* TASK DESCRIPTION:
Where in the material does the word "Cornamaddy" appear? Copy each line that has it.

- - -

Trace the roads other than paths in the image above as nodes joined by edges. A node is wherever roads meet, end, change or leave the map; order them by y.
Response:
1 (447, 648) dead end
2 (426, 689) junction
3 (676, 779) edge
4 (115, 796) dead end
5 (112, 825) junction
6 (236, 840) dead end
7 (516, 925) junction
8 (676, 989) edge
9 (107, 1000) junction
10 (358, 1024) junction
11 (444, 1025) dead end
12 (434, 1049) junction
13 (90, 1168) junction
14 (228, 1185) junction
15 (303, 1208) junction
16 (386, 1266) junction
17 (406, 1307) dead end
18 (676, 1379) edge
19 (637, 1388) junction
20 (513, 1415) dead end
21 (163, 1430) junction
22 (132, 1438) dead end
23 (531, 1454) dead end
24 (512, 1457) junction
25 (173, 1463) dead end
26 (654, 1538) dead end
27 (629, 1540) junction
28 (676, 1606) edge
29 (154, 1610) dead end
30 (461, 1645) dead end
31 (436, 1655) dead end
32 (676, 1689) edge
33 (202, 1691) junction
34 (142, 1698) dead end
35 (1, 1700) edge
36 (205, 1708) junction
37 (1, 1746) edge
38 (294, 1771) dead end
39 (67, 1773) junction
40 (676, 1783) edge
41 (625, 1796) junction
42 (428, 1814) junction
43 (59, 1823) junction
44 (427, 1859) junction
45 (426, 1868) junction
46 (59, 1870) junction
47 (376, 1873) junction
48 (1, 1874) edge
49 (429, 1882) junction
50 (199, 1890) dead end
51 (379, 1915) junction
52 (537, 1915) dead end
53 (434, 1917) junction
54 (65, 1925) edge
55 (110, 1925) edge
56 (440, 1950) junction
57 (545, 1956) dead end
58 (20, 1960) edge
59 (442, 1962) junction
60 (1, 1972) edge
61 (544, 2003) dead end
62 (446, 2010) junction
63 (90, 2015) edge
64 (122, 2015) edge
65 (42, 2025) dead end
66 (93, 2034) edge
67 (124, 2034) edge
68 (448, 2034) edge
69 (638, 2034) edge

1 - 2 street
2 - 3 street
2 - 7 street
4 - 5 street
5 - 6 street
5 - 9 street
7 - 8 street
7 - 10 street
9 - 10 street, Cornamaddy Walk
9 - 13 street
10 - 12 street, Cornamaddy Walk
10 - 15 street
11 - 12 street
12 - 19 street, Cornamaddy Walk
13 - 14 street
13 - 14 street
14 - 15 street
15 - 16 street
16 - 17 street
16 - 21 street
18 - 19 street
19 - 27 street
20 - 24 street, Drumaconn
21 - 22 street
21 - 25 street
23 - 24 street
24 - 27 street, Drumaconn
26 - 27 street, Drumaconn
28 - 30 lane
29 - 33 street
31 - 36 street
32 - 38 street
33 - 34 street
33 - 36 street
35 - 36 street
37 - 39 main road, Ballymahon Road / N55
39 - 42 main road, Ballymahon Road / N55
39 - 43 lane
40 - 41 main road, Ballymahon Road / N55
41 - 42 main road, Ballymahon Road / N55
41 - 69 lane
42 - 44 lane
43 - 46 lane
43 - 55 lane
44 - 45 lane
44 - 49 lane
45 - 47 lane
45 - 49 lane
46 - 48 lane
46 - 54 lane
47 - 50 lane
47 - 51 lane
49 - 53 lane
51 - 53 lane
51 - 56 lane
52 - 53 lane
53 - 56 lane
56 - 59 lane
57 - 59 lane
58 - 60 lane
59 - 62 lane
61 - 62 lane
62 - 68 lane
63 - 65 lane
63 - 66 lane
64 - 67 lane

- - -

* RESULT OF THE TASK:
9 - 10 street, Cornamaddy Walk
10 - 12 street, Cornamaddy Walk
12 - 19 street, Cornamaddy Walk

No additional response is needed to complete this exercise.